U.S. Congressman Murtha Is Inaugural Recipient Of Pitt-Johnstown’s Distinguished Alumni Award

Issue Date: 
June 9, 2008


U.S. Congressman John P. Murtha (PA-12) will be the inaugural recipient of Pitt Johnstown’s Distinguished Alumni Award, Pitt-Johnstown President Jem Spectar has announced. Murtha will be presented with the award at a reception in his honor during the school’s 2008 homecoming festivities, scheduled for Sept. 26 and 27.

“Through his exemplary record of transformational service to our community and country, Congressman Murtha is clearly a most distinguished alumnus, and we are honored and proud to bestow this honor upon him,” Spectar commented in announcing the award. “Mr. Murtha is a strong voice for what is great and good about America, and he has worked tirelessly on behalf of the people of our region. His life’s work has reflected the values and principles of service to community, care for country, and courage in facing challenges. His great work benefits not only our local community, but also our entire nation. The congressman exemplifies all of the traits that this award recognizes, and he is a truly deserving citizen and alumnus.”

The new award, established by the Pitt-Johnstown Alumni Association, is the highest honor that the school bestows upon its alumni. It will annually recognize alumni for individual achievements, leadership in their professions, service to their community, and loyalty to their alma mater. The award was created to celebrate the excellence and achievements of the more than 17,000 Pitt-Johnstown alumni.

Murtha, who graduated from Pitt’s College of Arts and Sciences in 1961, attended the Johnstown campus for the first two years of his studies after active duty service in the U.S. Marine Corps. From 1966 to 1967, he volunteered to serve in Vietnam, where he received the Bronze Star with Combat “V,” two Purple Hearts, and the Vietnamese Cross of Gallantry.

In addition to having had a distinguished 37-year record of service in the U.S. Marine Corps (upon his 1990 retirement from the Marine Corps Reserve as a colonel, the Commandant of the U.S. Marine Corps awarded him the Navy Distinguished Service Medal), Murtha has served the people of Pennsylvania’s 12th Congressional District since 1974. During his time in the House of Representatives, he has been instrumental in redefining the region’s economy following the decline of the mining and steel industries. He has helped to create thousands of family-sustaining jobs in Western Pennsylvania in such areas as health care, tourism, and technology.

As a loyal alumnus, Murtha established the John P. and Joyce Murtha Center for Continuing Education and Professional Development at Pitt-Johnstown, which has created opportunities for students in the region to pursue graduate-level degrees. Since its creation in 1994, the center has enabled 122 students from a nine-county region to earn Master of Social Work degrees; in addition, students not only have earned Master of Science in Manufacturing Systems Engineering degrees, but also are able to pursue advanced nursing degrees as acute care nurse practitioners and family nurse practitioners, thus helping to fill the shortage of credentialed health care professionals.

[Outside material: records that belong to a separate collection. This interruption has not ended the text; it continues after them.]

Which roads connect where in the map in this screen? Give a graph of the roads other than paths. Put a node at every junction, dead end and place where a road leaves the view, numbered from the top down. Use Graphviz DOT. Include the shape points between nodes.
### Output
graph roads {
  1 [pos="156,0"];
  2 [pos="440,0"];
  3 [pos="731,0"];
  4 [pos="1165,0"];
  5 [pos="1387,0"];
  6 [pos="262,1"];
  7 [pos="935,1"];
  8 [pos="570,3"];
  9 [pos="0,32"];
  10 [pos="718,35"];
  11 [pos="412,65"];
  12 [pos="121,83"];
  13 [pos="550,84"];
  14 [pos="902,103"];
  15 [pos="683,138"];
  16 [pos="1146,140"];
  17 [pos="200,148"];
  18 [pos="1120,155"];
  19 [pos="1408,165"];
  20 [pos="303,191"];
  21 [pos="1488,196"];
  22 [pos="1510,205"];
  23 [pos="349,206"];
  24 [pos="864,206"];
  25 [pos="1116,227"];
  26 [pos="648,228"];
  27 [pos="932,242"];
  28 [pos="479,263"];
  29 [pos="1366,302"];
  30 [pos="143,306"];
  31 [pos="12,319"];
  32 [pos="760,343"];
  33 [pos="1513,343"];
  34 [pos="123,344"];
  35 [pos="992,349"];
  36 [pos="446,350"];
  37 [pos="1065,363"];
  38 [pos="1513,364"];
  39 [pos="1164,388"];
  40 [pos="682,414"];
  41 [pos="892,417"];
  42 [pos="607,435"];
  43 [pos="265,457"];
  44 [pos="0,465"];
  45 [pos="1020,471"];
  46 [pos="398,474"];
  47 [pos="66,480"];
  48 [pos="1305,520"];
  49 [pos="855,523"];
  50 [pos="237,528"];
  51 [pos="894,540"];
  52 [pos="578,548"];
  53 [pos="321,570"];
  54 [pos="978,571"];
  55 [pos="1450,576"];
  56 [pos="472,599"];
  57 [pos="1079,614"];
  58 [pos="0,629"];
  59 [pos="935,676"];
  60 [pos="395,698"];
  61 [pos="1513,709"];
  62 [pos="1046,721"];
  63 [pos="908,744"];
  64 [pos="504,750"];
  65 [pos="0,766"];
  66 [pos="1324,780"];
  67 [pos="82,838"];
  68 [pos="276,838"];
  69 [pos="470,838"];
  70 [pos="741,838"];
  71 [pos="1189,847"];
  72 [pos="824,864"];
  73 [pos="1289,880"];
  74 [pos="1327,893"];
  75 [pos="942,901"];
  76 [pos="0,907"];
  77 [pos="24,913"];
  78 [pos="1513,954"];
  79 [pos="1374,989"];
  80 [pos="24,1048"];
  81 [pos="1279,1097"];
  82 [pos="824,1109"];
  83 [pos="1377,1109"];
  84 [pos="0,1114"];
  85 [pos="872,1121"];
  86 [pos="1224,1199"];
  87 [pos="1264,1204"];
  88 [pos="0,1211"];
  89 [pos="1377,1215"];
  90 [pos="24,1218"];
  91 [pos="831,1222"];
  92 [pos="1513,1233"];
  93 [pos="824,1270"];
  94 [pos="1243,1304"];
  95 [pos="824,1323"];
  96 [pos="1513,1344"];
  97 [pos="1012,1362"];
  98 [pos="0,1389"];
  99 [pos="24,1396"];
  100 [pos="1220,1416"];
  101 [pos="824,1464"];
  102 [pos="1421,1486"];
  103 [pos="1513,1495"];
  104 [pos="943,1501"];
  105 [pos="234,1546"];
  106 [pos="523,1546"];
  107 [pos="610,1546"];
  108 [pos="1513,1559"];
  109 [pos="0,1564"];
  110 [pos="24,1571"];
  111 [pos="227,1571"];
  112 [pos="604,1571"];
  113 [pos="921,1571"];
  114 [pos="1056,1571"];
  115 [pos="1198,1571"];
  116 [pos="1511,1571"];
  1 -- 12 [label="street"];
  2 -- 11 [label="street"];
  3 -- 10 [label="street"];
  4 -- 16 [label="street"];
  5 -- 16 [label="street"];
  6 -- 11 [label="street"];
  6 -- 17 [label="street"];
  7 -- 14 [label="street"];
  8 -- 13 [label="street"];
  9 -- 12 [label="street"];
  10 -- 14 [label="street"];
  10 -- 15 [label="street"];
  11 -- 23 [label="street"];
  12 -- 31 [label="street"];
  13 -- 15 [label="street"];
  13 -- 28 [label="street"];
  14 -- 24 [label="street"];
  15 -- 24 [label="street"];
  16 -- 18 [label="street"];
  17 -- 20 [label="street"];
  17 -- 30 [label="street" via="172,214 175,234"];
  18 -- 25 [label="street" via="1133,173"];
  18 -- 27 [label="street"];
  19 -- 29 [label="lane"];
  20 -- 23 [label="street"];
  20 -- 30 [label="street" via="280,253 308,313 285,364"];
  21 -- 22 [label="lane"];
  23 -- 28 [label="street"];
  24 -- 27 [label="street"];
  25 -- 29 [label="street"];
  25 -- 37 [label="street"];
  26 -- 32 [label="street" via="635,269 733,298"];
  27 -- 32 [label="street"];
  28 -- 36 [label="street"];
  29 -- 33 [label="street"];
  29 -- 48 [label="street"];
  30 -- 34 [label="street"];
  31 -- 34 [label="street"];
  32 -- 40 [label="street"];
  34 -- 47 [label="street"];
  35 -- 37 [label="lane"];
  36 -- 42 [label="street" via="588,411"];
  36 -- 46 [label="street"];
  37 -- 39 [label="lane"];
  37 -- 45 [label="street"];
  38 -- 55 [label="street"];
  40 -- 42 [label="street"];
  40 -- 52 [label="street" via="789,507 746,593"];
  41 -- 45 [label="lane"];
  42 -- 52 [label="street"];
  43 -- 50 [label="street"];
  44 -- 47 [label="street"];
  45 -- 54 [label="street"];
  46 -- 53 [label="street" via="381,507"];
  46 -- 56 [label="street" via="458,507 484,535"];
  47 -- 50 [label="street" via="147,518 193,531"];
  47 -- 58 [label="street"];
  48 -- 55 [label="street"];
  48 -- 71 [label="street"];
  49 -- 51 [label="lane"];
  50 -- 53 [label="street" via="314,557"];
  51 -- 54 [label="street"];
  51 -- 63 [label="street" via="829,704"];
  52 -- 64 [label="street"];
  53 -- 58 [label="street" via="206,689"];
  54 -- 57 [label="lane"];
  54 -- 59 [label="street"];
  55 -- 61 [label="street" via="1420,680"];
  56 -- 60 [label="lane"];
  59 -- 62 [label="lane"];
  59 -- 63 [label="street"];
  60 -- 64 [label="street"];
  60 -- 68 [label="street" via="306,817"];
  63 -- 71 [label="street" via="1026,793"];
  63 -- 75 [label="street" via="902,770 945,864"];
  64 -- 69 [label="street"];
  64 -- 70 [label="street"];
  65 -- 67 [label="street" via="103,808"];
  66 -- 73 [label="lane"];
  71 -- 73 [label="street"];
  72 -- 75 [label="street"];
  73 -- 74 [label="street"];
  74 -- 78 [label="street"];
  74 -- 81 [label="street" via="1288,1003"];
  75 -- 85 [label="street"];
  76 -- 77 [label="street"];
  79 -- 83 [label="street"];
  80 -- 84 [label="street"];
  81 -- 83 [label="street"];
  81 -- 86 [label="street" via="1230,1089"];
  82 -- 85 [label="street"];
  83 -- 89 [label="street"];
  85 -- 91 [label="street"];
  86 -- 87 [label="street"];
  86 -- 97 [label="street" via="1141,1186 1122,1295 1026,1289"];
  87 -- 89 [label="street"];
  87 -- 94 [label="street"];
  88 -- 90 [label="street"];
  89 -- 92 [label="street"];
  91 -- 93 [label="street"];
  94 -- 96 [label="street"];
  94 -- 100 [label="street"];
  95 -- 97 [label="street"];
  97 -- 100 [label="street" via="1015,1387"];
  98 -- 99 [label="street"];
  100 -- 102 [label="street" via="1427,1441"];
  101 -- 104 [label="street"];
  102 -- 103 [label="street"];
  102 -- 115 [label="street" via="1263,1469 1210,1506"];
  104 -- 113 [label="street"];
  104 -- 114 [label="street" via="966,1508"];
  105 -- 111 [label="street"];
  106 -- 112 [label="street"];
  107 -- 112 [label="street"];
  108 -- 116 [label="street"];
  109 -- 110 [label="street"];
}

In his role as a strong advocate for the region’s citizens, Murtha has championed such causes as a patient’s bill of rights, prescription-drug benefits, and a higher minimum wage. He has worked to protect Medicare, Social Security, veterans’ benefits, and Pennsylvania’s Children’s Health Insurance Program (CHIP). He was a driving force behind the effort to secure Medicare coverage for such preventive health care measures as mammograms and flu shots.Among Murtha’s many honors are the John F. Kennedy Profile in Courage Award, the National Breast Cancer Coalition Leadership Award, the Pennsylvania Chamber of Business and Industry’s Government Leader of the Year, Pittsburgh’s Riverperson of the Year, and Pennsylvania’s two highest honors—the Distinguished Service Medal and the Meritorious Service Medal.

To be eligible for the Distinguished Alumni Award, candidates either must have earned a bachelor’s or associate’s degree from the University of Pittsburgh at Johnstown or must have earned a bachelor’s degree from the University of Pittsburgh after the completion of two years of study at Pitt-Johnstown during the pre-1972 period, when four-year degrees were not available on the Johnstown campus. Nominations for the award may be submitted by any member of the University of Pittsburgh community, including alumni, faculty, staff, students, and advisory board members.

“I am most thankful to the members of the Pitt-Johnstown Alumni Association for their fine work in creating this important award and for their ongoing support of the University and our alumni, students, and friends,” remarked President Spectar.